According to a new Reuters/Ipsos poll, some riders who use Uber and Lyft have given up their cars. Others will do so in the near future. The trend is bad news for car companies.
Nearly a quarter of American adults sold or traded in a vehicle in the last 12 months, according to a Reuters/Ipsos opinion poll published on Thursday, with most getting another car. But 9 percent of that group turned to ride services like Lyft Inc and Uber Technologies Inc as their main way to get around.
About the same percentages said they planned to dispose of cars and turn to ride services in the upcoming 12 months.
The researchers who did the work speculated that Uber and Lyft drivers could make up for those car owners who drop out of the buying market, but that is simply a guess.
Car companies face two new developments that could injure their futures. One is autonomous cars. The other is the growth of Uber and Lyft and their smaller competitors.

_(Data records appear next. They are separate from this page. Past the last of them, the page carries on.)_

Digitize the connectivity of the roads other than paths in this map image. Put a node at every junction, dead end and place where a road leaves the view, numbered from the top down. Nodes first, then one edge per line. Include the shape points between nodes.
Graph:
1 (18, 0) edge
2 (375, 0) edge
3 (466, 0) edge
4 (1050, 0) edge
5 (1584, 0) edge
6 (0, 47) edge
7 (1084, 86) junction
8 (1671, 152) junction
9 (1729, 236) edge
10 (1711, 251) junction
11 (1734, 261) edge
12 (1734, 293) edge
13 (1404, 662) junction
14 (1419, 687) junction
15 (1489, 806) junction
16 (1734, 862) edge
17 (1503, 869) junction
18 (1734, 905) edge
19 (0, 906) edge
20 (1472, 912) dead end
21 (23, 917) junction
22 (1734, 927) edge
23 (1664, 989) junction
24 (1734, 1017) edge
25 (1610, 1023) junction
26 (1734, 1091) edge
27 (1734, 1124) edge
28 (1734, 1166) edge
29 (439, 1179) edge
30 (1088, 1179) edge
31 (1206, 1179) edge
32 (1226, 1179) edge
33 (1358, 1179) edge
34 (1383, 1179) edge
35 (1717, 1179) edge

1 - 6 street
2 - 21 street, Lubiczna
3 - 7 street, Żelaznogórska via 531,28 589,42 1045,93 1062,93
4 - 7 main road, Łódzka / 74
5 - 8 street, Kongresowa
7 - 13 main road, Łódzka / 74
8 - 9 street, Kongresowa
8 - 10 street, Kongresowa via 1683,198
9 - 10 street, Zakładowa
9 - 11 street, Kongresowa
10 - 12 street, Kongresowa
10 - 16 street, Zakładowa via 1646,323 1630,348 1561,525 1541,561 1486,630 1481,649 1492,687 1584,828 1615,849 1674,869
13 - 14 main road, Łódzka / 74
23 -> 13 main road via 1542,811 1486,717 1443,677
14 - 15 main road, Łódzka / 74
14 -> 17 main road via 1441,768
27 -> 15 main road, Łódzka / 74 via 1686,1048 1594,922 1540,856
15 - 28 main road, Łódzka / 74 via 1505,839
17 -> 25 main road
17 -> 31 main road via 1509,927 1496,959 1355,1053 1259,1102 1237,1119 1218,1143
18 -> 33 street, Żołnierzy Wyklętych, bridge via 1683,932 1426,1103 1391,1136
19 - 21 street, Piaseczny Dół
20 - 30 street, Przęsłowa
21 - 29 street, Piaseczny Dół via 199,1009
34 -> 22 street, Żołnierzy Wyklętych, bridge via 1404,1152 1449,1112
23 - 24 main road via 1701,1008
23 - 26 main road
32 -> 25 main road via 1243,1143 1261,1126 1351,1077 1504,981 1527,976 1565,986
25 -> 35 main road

The U.S. car market produced about 17 million car and light truck sales last year. That number is expected to drop slightly in 2017.
Several car companies have begun alliances with Uber and Lyft. General Motors Co. (NYSE: GM) has started to lease its electric Chevy Bolt to drivers for the two services under a program called Maven Gig. The weekly price of the lease is $229, which includes insurance, maintenance and charging.
On the other hand, some car companies have plans to compete with Uber and Lyft. Ford Motor Co. (NYSE: F) recently hired Uber’s VP of Global Vehicle Programs, Sherif Marakby. He will be in charge of Ford’s autonomous and electric car operations.
The Reuters/Ipsos poll shows that it will be difficult to stop the trend of defections from car ownership to shared services. The question is whether the large car manufacturers can come up with ways to increase revenue to offset this.